The European Central Bank held its key interest rates steady, as expected today, leaving eurozone borrowing costs at the historic lows they have been at since December.

The ECB's policy-setting governing council voted to leave the rate for its main refinancing operations unchanged at 1.0 percent at its regular policy meeting, held this month in Barcelona instead of the normal venue of Frankfurt.

No analysts had expected a rate cut or further anti-crisis measures this month, following a raft of recent policy steps to prop up the euro and keep the single currency area's debt-wracked economy up and running.

The central bank reversed last year's rate hikes to bring eurozone borrowing costs back down to an all-time low of 1.0 percent and embarked on a hotly contested programme of buying up the bonds of debt-mired countries so as to ease their borrowing costs.
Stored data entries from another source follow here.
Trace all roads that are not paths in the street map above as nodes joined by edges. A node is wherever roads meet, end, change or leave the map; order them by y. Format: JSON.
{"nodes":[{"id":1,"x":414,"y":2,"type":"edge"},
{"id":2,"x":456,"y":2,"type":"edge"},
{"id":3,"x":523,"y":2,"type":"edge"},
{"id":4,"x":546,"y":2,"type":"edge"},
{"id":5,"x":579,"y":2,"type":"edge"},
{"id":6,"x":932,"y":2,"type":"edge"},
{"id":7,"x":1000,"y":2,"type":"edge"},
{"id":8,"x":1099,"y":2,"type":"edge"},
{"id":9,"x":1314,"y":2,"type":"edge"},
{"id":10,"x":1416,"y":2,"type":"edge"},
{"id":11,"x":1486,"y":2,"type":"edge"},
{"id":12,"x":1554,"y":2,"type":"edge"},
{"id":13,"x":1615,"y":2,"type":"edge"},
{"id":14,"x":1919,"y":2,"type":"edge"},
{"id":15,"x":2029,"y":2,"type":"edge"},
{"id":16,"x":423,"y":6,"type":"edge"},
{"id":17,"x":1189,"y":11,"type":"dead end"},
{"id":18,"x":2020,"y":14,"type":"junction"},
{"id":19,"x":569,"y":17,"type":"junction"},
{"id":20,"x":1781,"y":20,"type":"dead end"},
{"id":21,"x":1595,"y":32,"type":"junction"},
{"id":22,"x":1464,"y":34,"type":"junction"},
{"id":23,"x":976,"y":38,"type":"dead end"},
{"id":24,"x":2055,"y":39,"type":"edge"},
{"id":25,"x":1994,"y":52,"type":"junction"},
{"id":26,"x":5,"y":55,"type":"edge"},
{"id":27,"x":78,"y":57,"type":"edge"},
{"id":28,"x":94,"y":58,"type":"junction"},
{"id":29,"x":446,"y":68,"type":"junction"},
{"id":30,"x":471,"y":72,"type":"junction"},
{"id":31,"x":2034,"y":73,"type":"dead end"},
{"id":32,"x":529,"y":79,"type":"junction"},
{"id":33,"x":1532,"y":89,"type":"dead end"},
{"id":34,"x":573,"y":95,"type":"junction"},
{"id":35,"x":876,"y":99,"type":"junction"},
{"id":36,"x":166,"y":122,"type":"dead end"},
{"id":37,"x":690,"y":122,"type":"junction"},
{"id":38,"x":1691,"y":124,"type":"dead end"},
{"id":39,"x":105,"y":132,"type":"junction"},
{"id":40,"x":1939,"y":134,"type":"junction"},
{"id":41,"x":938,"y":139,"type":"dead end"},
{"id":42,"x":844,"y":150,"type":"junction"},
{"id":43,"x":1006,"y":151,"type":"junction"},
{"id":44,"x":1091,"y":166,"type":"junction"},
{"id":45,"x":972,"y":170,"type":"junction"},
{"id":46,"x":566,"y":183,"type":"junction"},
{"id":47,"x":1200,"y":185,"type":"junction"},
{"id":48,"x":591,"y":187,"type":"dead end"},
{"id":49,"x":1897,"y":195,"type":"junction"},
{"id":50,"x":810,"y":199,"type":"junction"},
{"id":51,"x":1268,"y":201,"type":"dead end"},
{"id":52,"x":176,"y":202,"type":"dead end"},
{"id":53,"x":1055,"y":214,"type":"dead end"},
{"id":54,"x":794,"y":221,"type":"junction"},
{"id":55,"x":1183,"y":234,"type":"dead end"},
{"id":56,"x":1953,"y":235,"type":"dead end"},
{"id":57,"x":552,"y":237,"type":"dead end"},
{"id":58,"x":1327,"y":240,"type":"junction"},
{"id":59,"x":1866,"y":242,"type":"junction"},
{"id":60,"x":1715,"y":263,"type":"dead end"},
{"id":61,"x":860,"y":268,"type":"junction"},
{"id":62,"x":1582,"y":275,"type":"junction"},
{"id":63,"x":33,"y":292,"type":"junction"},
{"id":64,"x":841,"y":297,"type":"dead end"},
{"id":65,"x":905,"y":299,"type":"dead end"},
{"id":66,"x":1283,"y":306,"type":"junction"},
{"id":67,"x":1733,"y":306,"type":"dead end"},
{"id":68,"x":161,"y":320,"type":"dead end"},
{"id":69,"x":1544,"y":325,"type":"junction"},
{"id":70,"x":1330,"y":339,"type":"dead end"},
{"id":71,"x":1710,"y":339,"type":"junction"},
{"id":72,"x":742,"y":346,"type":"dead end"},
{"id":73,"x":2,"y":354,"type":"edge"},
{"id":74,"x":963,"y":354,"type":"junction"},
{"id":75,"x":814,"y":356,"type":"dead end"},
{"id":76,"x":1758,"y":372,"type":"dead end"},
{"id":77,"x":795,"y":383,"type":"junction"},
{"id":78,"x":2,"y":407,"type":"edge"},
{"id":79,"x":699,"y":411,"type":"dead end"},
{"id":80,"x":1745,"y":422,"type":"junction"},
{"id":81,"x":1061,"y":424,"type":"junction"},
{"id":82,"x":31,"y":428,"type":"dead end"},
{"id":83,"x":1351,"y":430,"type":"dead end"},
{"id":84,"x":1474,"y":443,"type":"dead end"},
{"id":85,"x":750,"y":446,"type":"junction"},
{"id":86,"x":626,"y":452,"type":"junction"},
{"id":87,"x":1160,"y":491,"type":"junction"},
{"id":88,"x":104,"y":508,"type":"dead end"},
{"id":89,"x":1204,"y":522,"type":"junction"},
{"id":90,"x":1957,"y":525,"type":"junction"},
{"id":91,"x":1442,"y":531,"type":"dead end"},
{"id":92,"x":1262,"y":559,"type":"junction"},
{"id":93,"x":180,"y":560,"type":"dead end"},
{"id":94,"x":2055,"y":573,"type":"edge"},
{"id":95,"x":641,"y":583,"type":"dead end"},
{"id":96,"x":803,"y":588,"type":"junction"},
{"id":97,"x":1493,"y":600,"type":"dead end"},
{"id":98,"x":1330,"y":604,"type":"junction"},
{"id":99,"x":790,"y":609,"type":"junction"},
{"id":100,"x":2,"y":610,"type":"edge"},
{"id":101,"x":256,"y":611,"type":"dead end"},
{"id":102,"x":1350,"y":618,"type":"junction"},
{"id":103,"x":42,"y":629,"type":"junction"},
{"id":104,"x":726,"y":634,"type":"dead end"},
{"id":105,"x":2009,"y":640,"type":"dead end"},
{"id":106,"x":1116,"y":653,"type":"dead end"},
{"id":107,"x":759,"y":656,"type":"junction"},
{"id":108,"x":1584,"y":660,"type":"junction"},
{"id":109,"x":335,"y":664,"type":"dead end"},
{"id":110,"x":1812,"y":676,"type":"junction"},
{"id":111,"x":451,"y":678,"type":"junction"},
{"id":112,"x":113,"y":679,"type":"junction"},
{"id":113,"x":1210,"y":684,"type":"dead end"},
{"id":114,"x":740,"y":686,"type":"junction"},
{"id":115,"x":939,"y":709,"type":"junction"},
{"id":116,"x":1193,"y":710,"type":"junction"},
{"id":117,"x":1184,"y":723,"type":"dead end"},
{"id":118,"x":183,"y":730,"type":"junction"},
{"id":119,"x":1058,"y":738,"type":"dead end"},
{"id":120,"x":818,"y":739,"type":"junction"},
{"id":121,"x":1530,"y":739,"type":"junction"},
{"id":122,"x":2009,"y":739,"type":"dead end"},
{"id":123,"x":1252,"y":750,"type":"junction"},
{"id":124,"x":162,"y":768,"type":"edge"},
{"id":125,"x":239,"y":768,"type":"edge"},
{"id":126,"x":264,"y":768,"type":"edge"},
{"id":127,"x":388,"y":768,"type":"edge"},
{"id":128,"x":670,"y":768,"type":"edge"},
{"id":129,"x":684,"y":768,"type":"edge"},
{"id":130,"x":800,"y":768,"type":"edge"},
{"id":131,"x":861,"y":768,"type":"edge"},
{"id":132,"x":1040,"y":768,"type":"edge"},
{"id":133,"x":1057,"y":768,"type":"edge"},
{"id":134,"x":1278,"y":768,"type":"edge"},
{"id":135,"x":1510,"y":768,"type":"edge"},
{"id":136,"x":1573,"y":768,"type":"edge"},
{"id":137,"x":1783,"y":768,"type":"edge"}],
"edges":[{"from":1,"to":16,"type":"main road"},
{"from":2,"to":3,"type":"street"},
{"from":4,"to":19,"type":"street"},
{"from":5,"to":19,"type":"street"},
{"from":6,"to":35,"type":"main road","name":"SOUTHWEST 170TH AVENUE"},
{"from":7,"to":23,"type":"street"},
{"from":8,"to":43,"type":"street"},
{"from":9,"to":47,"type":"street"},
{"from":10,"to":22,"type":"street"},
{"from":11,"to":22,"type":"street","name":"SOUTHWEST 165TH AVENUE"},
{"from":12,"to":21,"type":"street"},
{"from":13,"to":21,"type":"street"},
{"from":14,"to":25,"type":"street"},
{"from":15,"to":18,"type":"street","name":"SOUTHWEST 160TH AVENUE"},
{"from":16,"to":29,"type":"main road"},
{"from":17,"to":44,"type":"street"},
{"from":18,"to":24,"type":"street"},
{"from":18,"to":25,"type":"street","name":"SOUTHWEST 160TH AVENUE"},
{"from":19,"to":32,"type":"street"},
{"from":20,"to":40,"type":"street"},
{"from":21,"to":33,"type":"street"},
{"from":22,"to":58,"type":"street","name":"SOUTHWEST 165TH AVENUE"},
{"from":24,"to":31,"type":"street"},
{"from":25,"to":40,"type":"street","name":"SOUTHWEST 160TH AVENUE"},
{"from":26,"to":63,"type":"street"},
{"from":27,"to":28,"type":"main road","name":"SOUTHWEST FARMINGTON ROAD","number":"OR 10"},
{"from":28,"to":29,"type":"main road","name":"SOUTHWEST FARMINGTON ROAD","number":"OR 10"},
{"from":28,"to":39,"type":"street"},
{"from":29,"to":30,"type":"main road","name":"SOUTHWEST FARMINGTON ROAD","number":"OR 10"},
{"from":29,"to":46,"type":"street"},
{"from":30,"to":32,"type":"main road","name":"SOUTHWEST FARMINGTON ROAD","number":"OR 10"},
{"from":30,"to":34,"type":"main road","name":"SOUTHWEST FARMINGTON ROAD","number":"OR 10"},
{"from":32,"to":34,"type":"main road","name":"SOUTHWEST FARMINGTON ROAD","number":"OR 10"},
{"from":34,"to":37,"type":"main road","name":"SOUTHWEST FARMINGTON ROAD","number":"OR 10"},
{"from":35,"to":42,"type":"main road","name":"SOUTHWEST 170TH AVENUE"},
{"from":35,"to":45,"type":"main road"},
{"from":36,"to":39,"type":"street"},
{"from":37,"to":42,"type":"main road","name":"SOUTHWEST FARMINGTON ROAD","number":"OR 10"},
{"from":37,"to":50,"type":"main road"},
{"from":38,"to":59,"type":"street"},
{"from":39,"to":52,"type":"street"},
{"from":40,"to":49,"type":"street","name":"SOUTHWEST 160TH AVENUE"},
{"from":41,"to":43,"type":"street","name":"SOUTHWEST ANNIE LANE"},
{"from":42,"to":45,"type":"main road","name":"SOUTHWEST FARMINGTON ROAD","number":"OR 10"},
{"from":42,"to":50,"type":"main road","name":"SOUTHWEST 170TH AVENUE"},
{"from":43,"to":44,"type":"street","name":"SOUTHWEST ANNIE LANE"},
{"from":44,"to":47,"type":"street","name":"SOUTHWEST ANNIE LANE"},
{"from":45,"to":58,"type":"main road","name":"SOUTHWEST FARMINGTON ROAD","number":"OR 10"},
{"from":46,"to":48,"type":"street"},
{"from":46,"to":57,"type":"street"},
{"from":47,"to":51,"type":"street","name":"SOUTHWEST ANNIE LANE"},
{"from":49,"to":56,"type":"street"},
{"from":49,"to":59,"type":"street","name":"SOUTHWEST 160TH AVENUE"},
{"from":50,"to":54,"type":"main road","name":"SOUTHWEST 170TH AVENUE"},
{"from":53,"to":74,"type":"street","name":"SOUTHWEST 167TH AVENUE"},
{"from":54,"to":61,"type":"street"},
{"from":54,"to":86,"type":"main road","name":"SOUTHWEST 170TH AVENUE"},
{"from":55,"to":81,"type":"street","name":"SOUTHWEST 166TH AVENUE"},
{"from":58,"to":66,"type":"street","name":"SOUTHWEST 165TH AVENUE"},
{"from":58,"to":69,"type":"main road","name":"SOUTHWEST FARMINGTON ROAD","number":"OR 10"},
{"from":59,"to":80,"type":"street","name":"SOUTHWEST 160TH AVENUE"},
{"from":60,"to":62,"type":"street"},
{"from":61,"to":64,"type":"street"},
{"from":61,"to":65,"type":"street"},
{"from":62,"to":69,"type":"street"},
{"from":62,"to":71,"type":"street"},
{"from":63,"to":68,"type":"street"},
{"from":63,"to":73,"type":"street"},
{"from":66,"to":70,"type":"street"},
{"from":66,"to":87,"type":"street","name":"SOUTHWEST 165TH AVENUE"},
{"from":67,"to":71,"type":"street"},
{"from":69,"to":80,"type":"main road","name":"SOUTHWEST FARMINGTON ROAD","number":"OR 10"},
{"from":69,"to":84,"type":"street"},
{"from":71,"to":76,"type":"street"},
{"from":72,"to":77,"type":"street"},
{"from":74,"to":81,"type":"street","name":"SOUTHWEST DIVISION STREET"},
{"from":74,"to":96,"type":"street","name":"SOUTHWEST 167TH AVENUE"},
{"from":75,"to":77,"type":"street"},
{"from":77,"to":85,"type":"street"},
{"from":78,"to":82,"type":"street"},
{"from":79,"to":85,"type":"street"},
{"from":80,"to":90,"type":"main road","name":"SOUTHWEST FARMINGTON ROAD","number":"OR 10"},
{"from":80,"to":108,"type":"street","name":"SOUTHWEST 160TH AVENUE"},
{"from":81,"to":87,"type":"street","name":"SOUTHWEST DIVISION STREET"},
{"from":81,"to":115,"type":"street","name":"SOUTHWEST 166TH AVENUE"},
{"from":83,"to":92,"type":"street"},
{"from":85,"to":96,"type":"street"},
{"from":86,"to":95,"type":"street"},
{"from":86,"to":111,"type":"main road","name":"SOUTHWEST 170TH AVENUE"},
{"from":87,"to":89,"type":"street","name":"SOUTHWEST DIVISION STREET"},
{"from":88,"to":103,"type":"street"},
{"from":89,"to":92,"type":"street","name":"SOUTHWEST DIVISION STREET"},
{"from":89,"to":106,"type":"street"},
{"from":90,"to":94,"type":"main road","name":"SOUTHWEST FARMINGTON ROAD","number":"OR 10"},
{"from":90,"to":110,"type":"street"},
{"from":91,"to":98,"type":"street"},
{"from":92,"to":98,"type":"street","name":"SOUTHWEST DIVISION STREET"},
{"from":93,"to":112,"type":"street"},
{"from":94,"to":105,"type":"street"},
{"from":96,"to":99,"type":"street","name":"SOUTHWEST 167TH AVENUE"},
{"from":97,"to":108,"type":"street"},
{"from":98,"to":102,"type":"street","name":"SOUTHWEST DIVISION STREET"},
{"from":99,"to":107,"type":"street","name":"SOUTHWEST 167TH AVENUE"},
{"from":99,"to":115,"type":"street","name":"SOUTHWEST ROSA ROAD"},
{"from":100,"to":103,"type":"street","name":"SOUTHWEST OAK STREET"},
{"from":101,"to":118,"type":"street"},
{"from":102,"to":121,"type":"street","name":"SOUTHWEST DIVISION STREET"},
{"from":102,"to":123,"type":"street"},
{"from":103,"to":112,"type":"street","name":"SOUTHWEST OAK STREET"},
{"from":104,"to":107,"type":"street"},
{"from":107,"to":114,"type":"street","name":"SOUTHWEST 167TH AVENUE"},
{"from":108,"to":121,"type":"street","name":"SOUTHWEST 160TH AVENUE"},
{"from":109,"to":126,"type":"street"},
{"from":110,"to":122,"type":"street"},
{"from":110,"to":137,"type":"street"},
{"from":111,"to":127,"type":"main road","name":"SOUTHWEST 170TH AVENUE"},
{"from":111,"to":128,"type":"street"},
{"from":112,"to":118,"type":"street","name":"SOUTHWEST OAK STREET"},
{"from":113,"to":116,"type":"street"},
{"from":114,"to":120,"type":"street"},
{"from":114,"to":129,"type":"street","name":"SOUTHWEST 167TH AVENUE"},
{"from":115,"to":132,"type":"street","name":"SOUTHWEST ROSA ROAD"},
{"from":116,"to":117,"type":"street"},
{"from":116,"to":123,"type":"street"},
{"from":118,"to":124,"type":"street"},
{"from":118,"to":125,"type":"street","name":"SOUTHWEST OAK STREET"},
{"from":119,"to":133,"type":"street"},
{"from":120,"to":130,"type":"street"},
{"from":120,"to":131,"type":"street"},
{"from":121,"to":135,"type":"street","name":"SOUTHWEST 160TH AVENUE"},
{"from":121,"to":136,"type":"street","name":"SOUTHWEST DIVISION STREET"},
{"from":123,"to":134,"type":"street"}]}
Most recently, two so-called long-term refinancing operations (LTROs) in December and February pumped more than 1.0 trillion euros ($1.3 trillion) into the banking system in a bid to avert a dangerous credit squeeze.

An 8,000-strong security force was deployed in Barcelona for the meeting and the authorities temporarily reintroduced border controls to prevent the entry of potential trouble-makers.

There were no signs of trouble outside the meeting venue, however, where a only a small handful of banner-wielding protesters could be seen.

With unemployment running at a record 24.4 percent and the country officially back in recession, pressure for Spain to stabilise its public finances is driving spending cuts and unpopular austerity measures that are fuelling social unrest.

Nevertheless, ECB watchers believe the central bank's patience is wearing thin as a growing number of governments are beginning to baulk at the belt-tightening measures prescribed under the recently agreed "fiscal compact," complaining that austerity risks undercutting growth.